Как только экономики, основанные на одомашнивании, сельском хозяйстве или органическом топливе, крепко встали на ноги, дальнейшие сдвиги на протяжении тысячелетий оставались скромными, ограниченными прежде всего переходом труда от производства продуктов питания в городской сектор, что, как правило, только увеличивало давление неравенства. Опять-таки, противодействующие механизмы отсутствовали, поскольку несельскохозяйственный сектор никогда не мог перерасти определенный уровень, делая переход в духе Кузнеца невозможным. И все же экономические перемены были лишь одним из факторов, определявших эволюцию неравенства. Одомашнивание увеличило возможности принуждения и хищнической эксплуатации. В частности, верхние доходы и состояния получили особый толчок при формировании государств и расширении механизмов политической власти и политических отношений. В таких условиях значительное выравнивание было крайне невероятным – практически невозможным, – если только насильственные бедствия не разрушали на время иерархические структуры с их механизмами эксплуатации и защиты частной собственности. Поскольку перераспределительные политики, вытекающие из необходимости ведения революции или войны с массовой мобилизацией, в досовременной истории были крайне редки, такие потрясения принимали в первую очередь форму распада государства или пандемий. В их отсутствие неравенство просто оставалось высоким, сдерживаемым только уровнем экономического развития, внутриполитическими превратностями, конкуренцией государств и балансом власти между правителями и элитой.

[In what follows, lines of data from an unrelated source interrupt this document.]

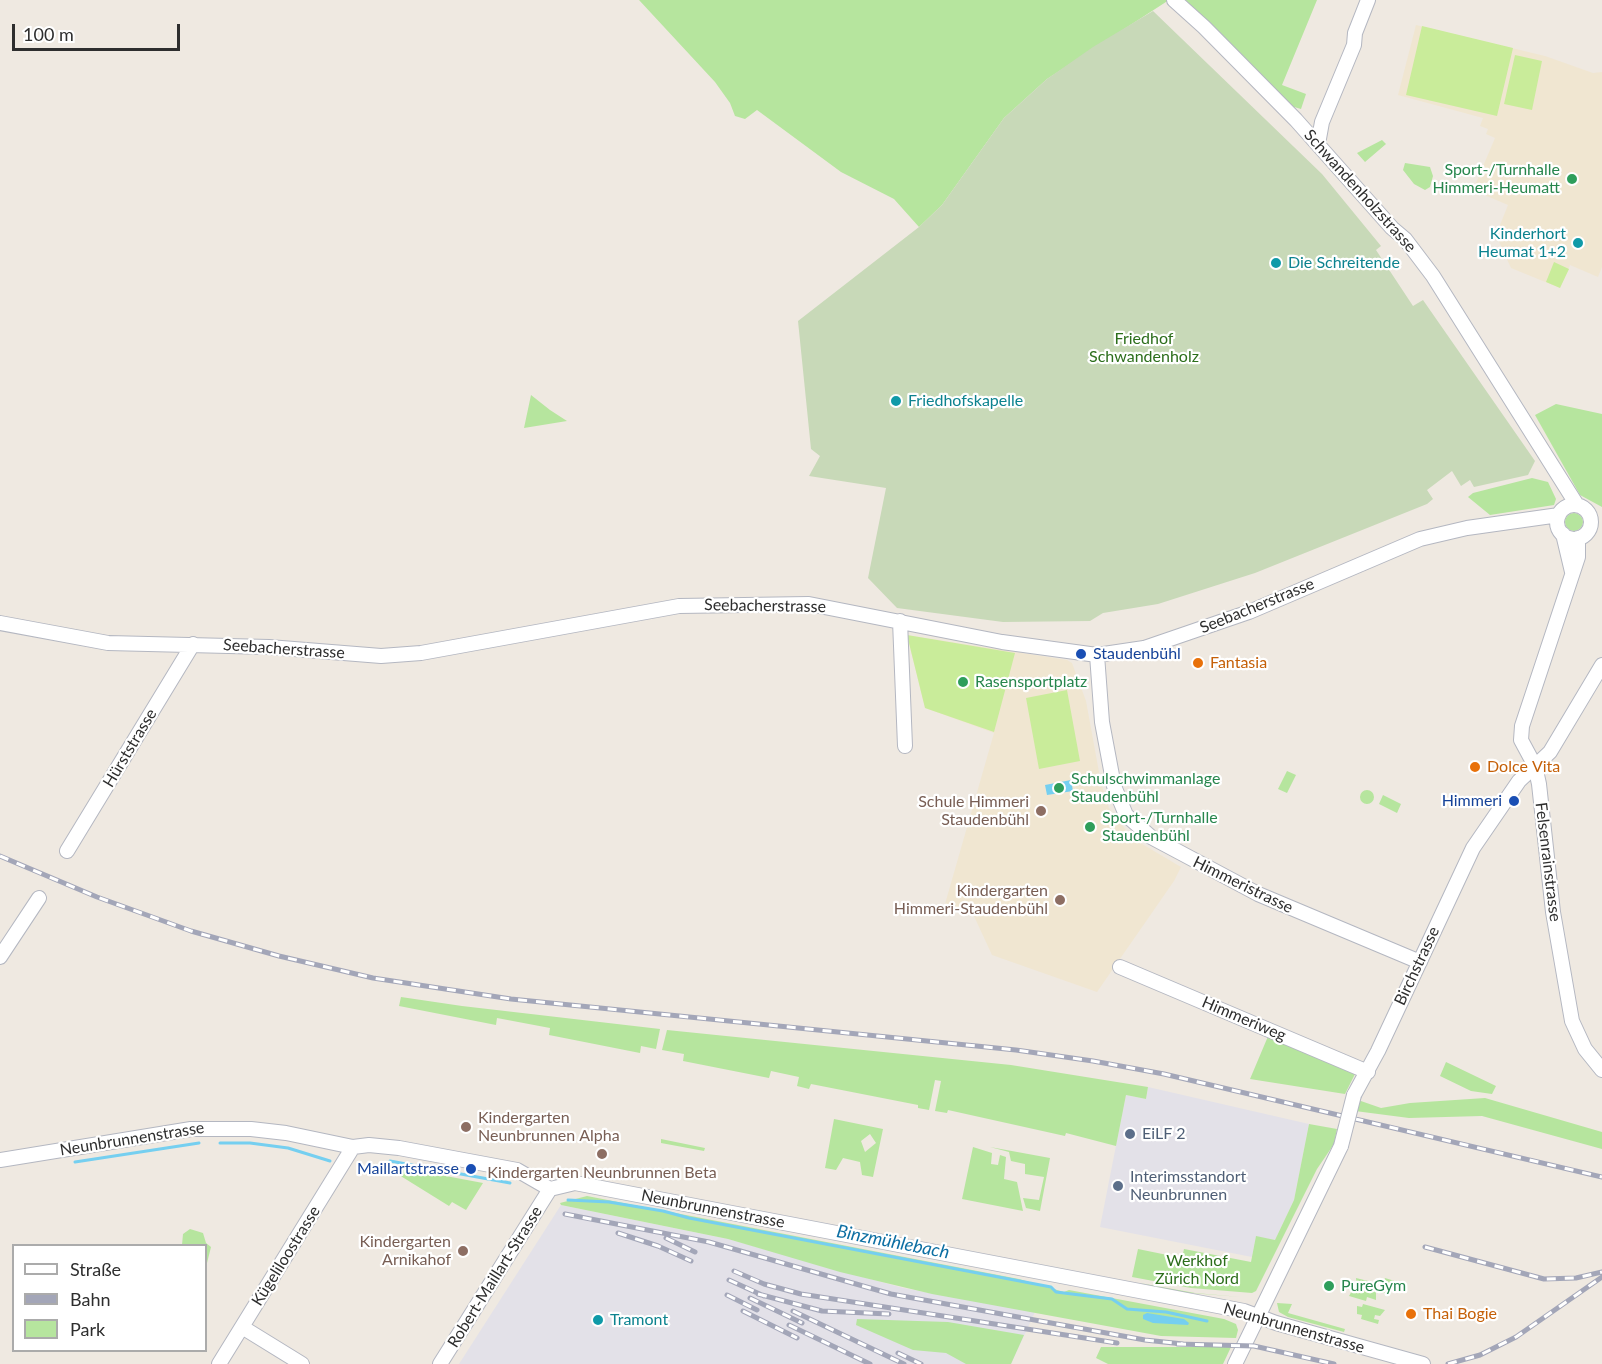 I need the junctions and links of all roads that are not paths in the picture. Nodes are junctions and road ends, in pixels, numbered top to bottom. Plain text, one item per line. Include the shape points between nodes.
1 (1174, 0) edge
2 (1368, 0) edge
3 (1318, 144) junction
4 (1578, 511) edge
5 (1510, 522) junction
6 (1590, 531) edge
7 (1561, 532) junction
8 (1573, 574) junction
9 (900, 621) junction
10 (0, 623) edge
11 (193, 644) junction
12 (1097, 655) junction
13 (1602, 665) edge
14 (905, 746) dead end
15 (1535, 766) junction
16 (67, 851) dead end
17 (39, 898) dead end
18 (0, 957) edge
19 (1420, 962) junction
20 (1120, 967) dead end
21 (1602, 1070) edge
22 (1368, 1072) junction
23 (353, 1147) junction
24 (0, 1160) edge
25 (550, 1190) junction
26 (1259, 1316) junction
27 (242, 1327) junction
28 (219, 1364) edge
29 (302, 1364) edge
30 (440, 1364) edge
31 (1235, 1364) edge
32 (1423, 1364) edge

1 - 3 street, Schwandenholzstrasse
2 - 3 street
3 - 4 street, Schwandenholzstrasse via 1419,256
4 - 5 street, Seebacherstrasse
4 - 6 street via 1591,522
4 - 7 street
5 - 7 street, Seebacherstrasse
5 - 12 street, Seebacherstrasse via 1420,539 1249,612 1144,648
6 - 7 street, Seebacherstrasse
6 - 8 street
7 - 8 street
8 - 15 street via 1522,726 1521,740
9 - 11 street, Seebacherstrasse via 809,604 679,606 421,653 381,656
9 - 12 street, Seebacherstrasse via 1002,642
9 - 14 street
10 - 11 street, Seebacherstrasse via 108,643
11 - 16 street, Hürststrasse
12 - 19 street, Himmeristrasse via 1102,722 1114,786 1126,815 1151,837 1258,894
13 - 15 street via 1550,752
15 - 19 street, Birchstrasse via 1519,781 1479,838
15 - 21 street, Felsenrainstrasse via 1568,1007 1579,1038
17 - 18 street
19 - 22 street, Birchstrasse
20 - 22 street, Himmeriweg
22 - 26 street, Birchstrasse, bridge via 1354,1095 1341,1146
23 - 24 street, Neunbrunnenstrasse via 286,1133 211,1127
23 - 25 street, Neunbrunnenstrasse via 399,1148 517,1170
23 - 27 street, Kügeliloostrasse
25 - 26 street, Neunbrunnenstrasse via 575,1183
25 - 30 street, Robert-Maillart-Strasse
26 - 31 street, Birchstrasse
26 - 32 street, Neunbrunnenstrasse
27 - 28 street, Kügeliloostrasse
27 - 29 street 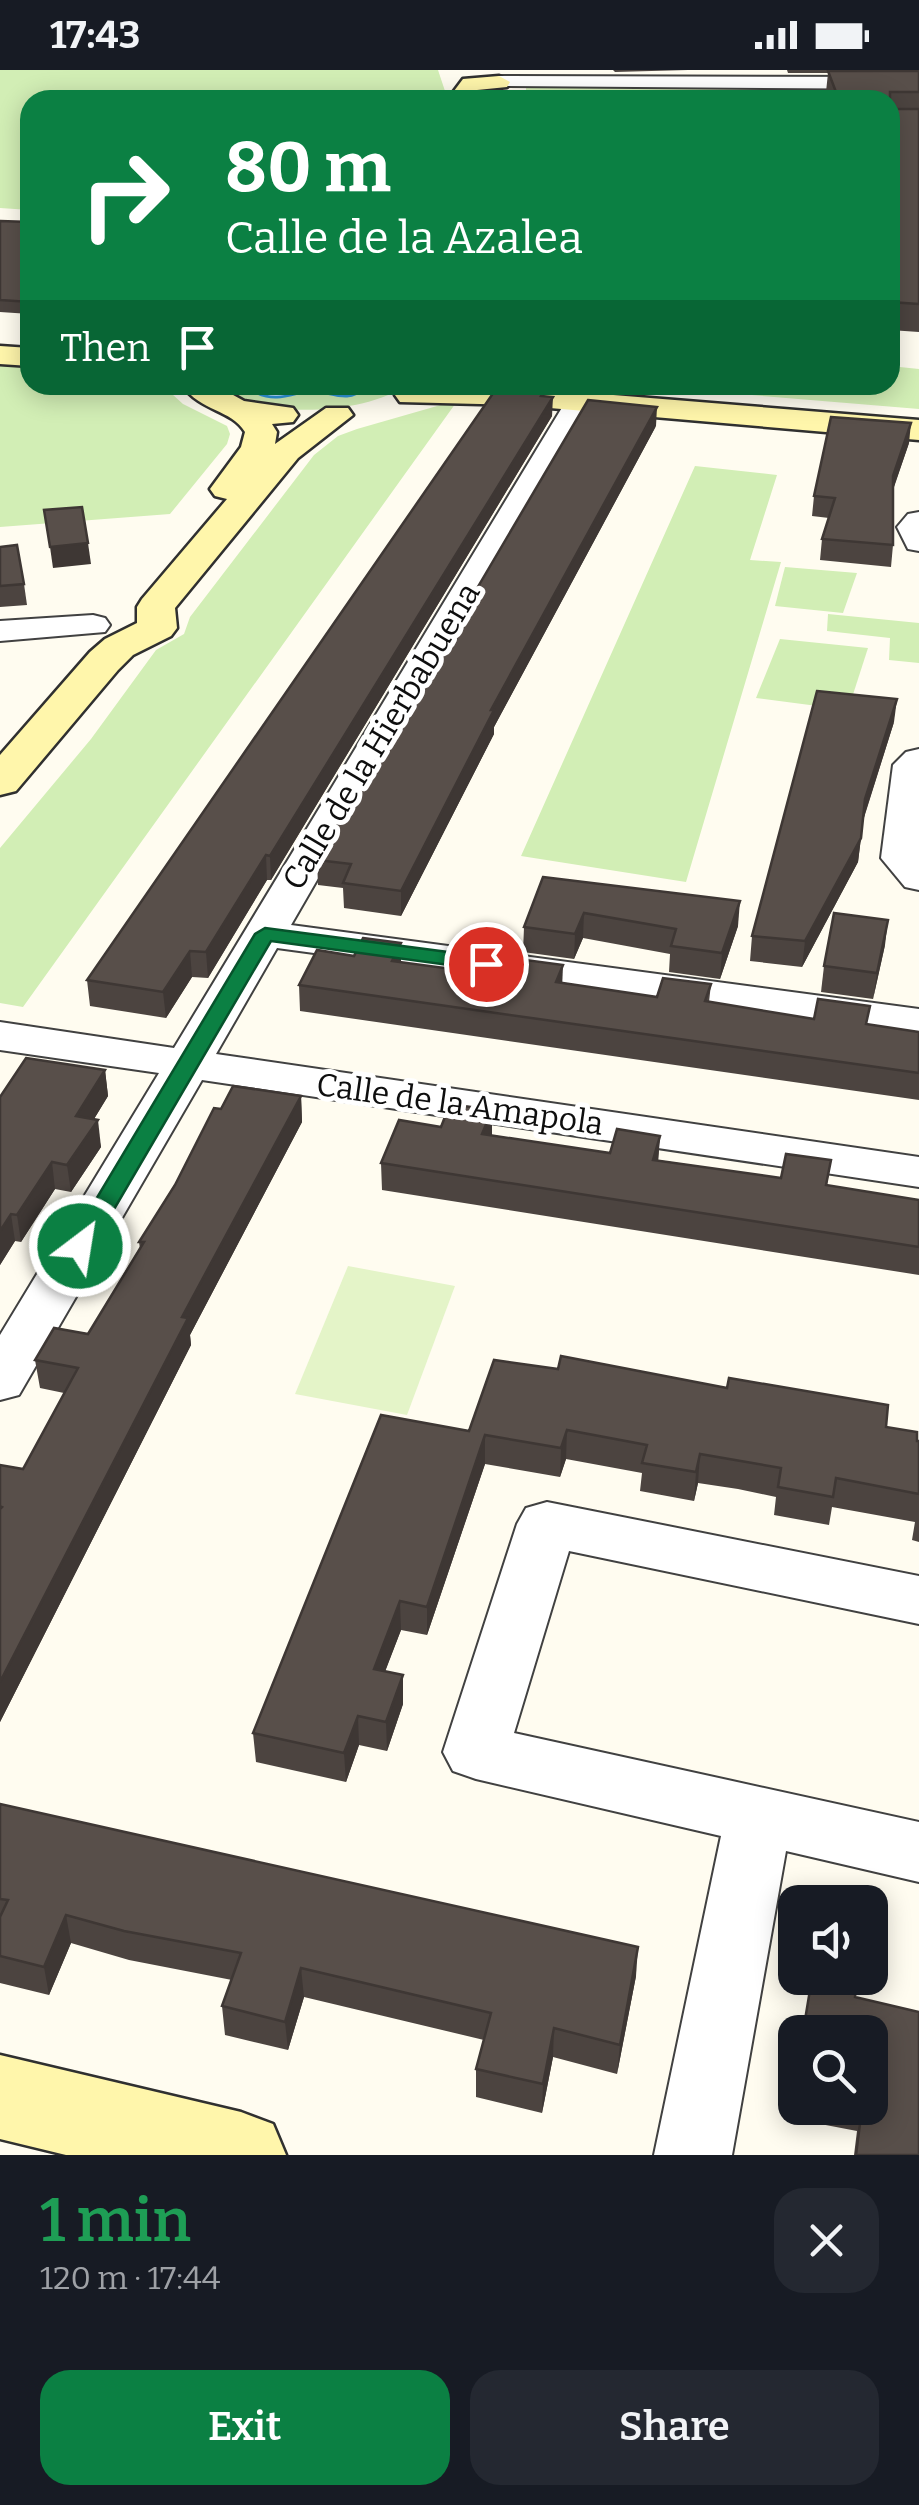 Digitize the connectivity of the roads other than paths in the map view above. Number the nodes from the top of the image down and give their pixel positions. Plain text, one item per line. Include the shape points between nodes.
1 (668, 76) edge
2 (919, 83) edge
3 (467, 85) edge
4 (501, 85) edge
5 (208, 395) edge
6 (404, 395) edge
7 (491, 395) edge
8 (625, 395) edge
9 (580, 401) junction
10 (248, 411) junction
11 (361, 411) junction
12 (919, 420) edge
13 (919, 430) edge
14 (919, 520) edge
15 (919, 542) edge
16 (120, 626) junction
17 (0, 632) edge
18 (0, 747) edge
19 (919, 760) edge
20 (0, 782) edge
21 (919, 878) edge
22 (265, 934) junction
23 (919, 1022) edge
24 (0, 1036) edge
25 (188, 1064) junction
26 (919, 1172) edge
27 (0, 1381) edge
28 (919, 1600) edge
29 (758, 1816) junction
30 (919, 1852) edge
31 (0, 2097) edge
32 (242, 2155) edge
33 (693, 2155) edge

1 - 2 street
1 - 4 street
3 - 4 street
5 - 10 street
6 - 11 street
7 - 9 street
8 - 12 street
9 - 13 street
9 - 22 street, Calle de la Hierbabuena
10 - 11 street
10 - 16 street via 261,432 257,448
11 - 16 street via 286,451 156,607
14 - 15 street via 912,528
16 - 17 street
16 - 18 street
16 - 20 street via 104,662
19 - 21 street via 912,765 900,858
22 - 23 street
22 - 25 street, Calle de la Hierbabuena
24 - 25 street, Calle de la Amapola
25 - 26 street, Calle de la Amapola
25 - 27 street, Calle de la Hierbabuena
28 - 29 street via 547,1524 476,1752
29 - 30 street
29 - 33 street
31 - 32 street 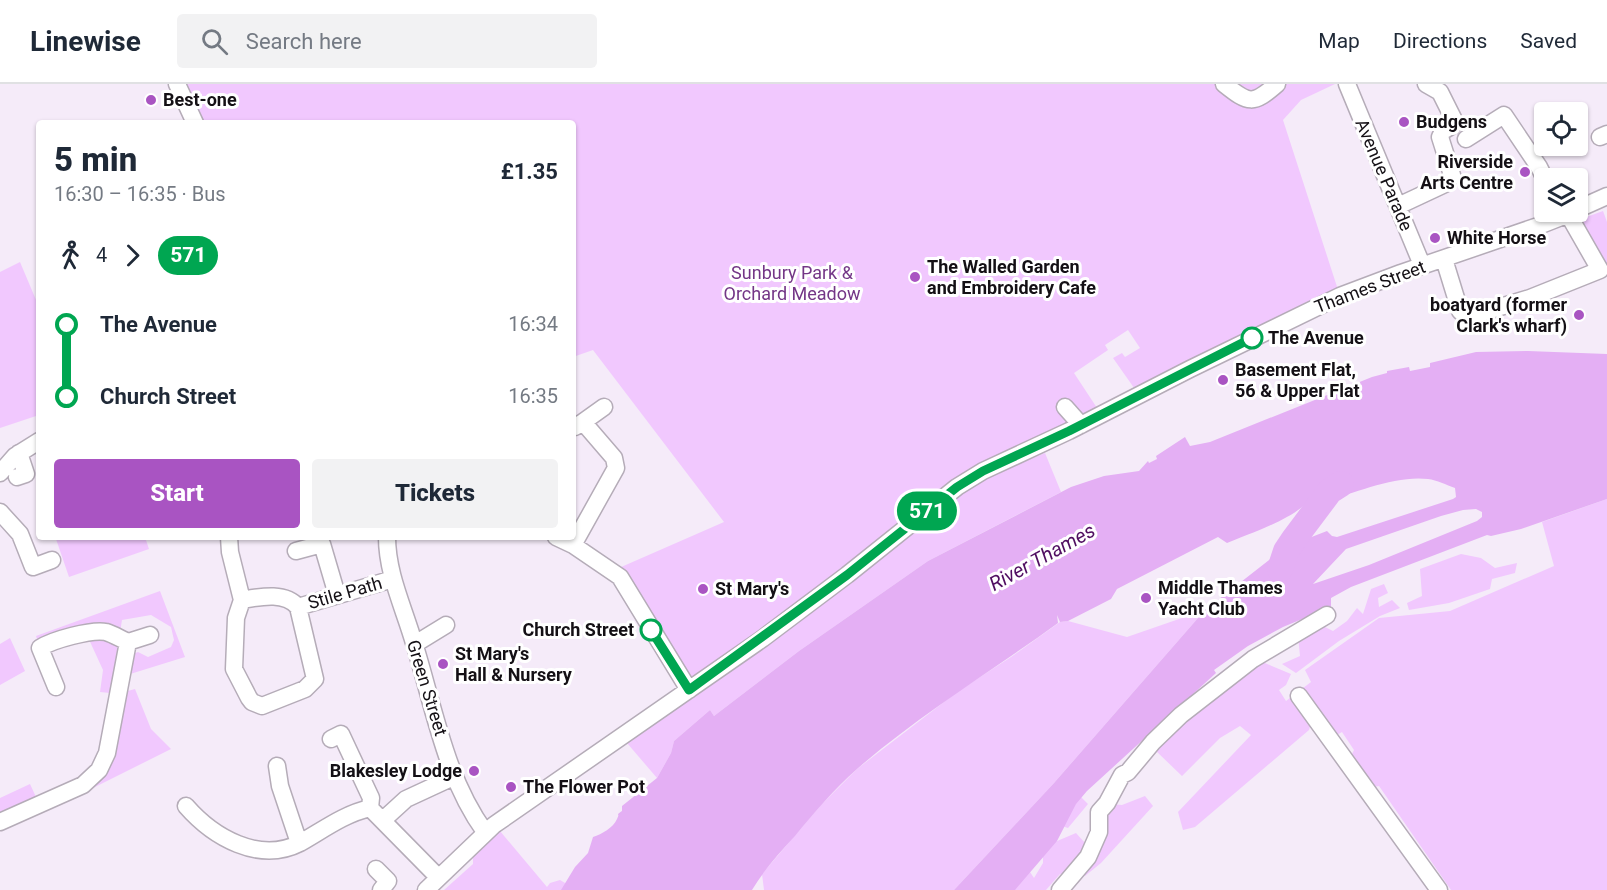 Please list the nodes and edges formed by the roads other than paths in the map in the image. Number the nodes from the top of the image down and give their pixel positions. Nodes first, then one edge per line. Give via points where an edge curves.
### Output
1 (177, 84) edge
2 (1224, 84) edge
3 (1277, 84) edge
4 (1347, 84) edge
5 (1426, 84) edge
6 (194, 120) edge
7 (1466, 139) dead end
8 (1540, 168) edge
9 (1607, 196) edge
10 (1588, 204) edge
11 (1398, 206) junction
12 (1542, 222) edge
13 (1574, 222) edge
14 (1444, 259) junction
15 (1422, 266) junction
16 (604, 407) dead end
17 (1065, 407) dead end
18 (1081, 425) junction
19 (36, 443) edge
20 (7, 460) edge
21 (17, 477) dead end
22 (0, 512) edge
23 (576, 539) edge
24 (229, 540) edge
25 (387, 540) edge
26 (562, 540) edge
27 (575, 540) edge
28 (573, 545) junction
29 (296, 551) dead end
30 (52, 560) dead end
31 (393, 579) junction
32 (337, 595) junction
33 (242, 600) junction
34 (298, 607) junction
35 (1327, 615) dead end
36 (446, 625) dead end
37 (150, 635) dead end
38 (128, 642) junction
39 (415, 644) junction
40 (56, 687) dead end
41 (689, 690) junction
42 (1299, 696) dead end
43 (331, 739) dead end
44 (276, 767) dead end
45 (447, 780) dead end
46 (186, 806) dead end
47 (370, 808) junction
48 (383, 820) junction
49 (0, 822) edge
50 (485, 832) junction
51 (299, 843) junction
52 (376, 868) dead end
53 (438, 877) junction
54 (381, 890) edge
55 (426, 890) edge
56 (1060, 890) edge
57 (1439, 890) edge

1 - 6 street
2 - 3 street via 1255,100
4 - 11 street, Avenue Parade
5 - 11 street via 1440,92 1454,120 1440,137 1452,175 1445,184
7 - 8 street via 1504,115
9 - 10 street, Thames Street
11 - 15 street, Avenue Parade
12 - 14 street, Thames Street
13 - 14 street via 1600,270 1530,298 1467,317 1460,311
14 - 15 street, Thames Street
15 - 18 street, Thames Street via 1323,304
16 - 23 street via 579,425 614,458 616,468
17 - 18 street
18 - 41 street, Thames Street via 957,487 847,575
19 - 20 street
20 - 21 street via 26,474
22 - 30 street via 20,534 33,567
24 - 33 street
25 - 31 street, Green Street
26 - 28 street
27 - 28 street
28 - 41 street via 620,577
29 - 32 street via 322,544
31 - 32 street, Stile Path
31 - 39 street, Green Street
32 - 34 street, Stile Path
33 - 34 street, Stile Path via 274,596 293,601
33 - 34 street, Stile Path via 235,629 234,669 257,705 267,705 305,688 315,679
35 - 56 street via 1253,659 1153,742 1122,775 1100,812 1099,832 1088,857
36 - 39 street
37 - 38 street
38 - 40 street via 105,632 47,643 40,648
38 - 49 street via 107,753 99,770 83,785
39 - 50 street, Green Street via 451,767
41 - 50 street, Thames Street
42 - 57 street
43 - 47 street via 341,734 370,798
44 - 51 street
45 - 48 street via 406,799
46 - 51 street via 200,822 240,845 262,850 285,849
47 - 48 street
47 - 51 street via 354,812
48 - 53 street
50 - 53 street, Thames Street
52 - 54 street via 388,881
53 - 55 street, Thames Street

На протяжении всей письменной истории бесполезно искать систематическую связь между переменами в неравенстве и экономическими факторами, помимо только что указанных. Две главных выравнивающих силы досовременных обществ обычно шли рука об руку с расходящимися экономическими трендами. Так, если распад государства или крах системы обычно снижал среднее производство на душу населения, из-за чего выравнивание совпадало с увеличением бедности, то крупные эпидемии имели противоположный эффект, приводя к выравниванию благодаря повышению производительности и потребления неэлитных групп, поскольку тогда ослабевало мальтузианское ограничение. Также наблюдается схожее отсутствие прямой связи между неравенством и экономическим ростом на протяжении столетий после Черной смерти, когда неравенство росло как в динамических, так и в переживавших стагнацию европейских экономиках; при этом в таких структурно схожих странах, как Испания и Португалия ранней современности, наблюдались разные итоги в связи с неравенством. Говоря очень грубо, в эволюции неравенства доиндустриальной эпохи гораздо более важную роль играли политические отношения, баланс власти и демография, нежели какие-то особенности экономического развития.
Следующий грандиозный переход, от аграрного к индустриальному обществу и от экономики органического топлива к экономике ископаемого топлива, оказал разные эффекты на неравенство доходов и богатства. Хотя многое зависело от того, насколько далеко заходило неравенство в конкретном обществе до перехода, индустриальная революция обычно поддерживала материальное неравенство и даже усиливала его. Такое положение дел, наблюдавшееся в индустриализирующихся, а также в поставляющих сырье странах XIX и начала XX веков, закончилось самыми мощными потрясениями во всей известной истории, источниками которых были войны с массовой мобилизацией и трансформационные революции.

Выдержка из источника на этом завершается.